- 14 Sep 2012
- Working Paper Summaries
What Do Managers Do? Exploring Persistent Performance Differences among Seemingly Similar Enterprises
Overview — Decades of research using a wide variety of detailed plant- and firm-level data has provided strong evidence of persistent performance differences among seemingly similar enterprises. But what causes these differences? In this paper, the chapter of a forthcoming book, Gibbons and Henderson focus on the role of "relational contracts" in sustaining persistent performance differences among seemingly similar enterprises. The paper provides evidence both that many important management practices rely on relational contracts, and that relational contracts can be hard to build and change. They explore a number of reasons that relational contracts may be difficult to build, exploring both "bad parameters" and "bad luck" and the difficulties inherent in communicating the full terms of an evolving contract. They suggest that this perspective opens up a rich field of research into the role that managers play in sustaining superior performance and explore a number of theoretical and empirical approaches that may prove fruitful in building further understanding. Key concepts include:
- Persistent performance differences among seemingly similar enterprises exist and are economically significant.
- Relational contracts are a key way that managers get organizations to get things done.

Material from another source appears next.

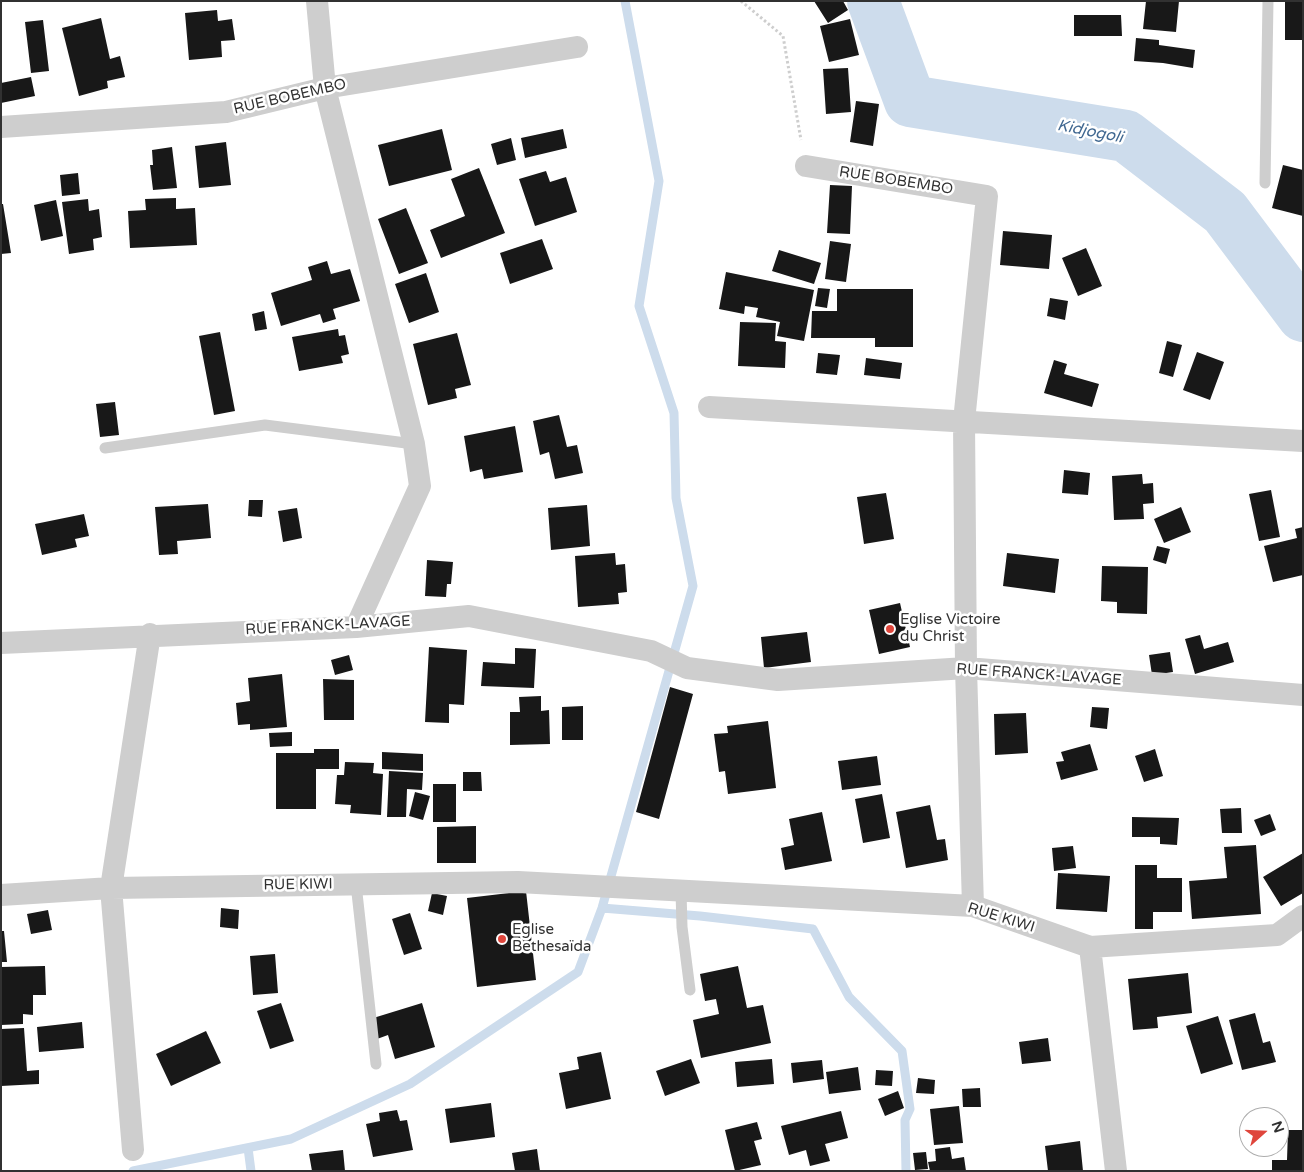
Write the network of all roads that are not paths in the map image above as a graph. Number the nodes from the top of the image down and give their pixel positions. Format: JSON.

- Many competitively significant management practices rely on relational contracts that themselves are hard to build and change, leading to the slow diffusion of management practices that could improve organizational performance.
- Both Toyota and Southwest Airlines appear to have used investment in relational contracts as routes to enter industries that had for many years been dominated by firms with harder assets-superior brands and prime geographic locations.
- Relational contracts are an investment that might improve an enterprise's productivity. But investments are costly, and there are typically many such investments a firm could make.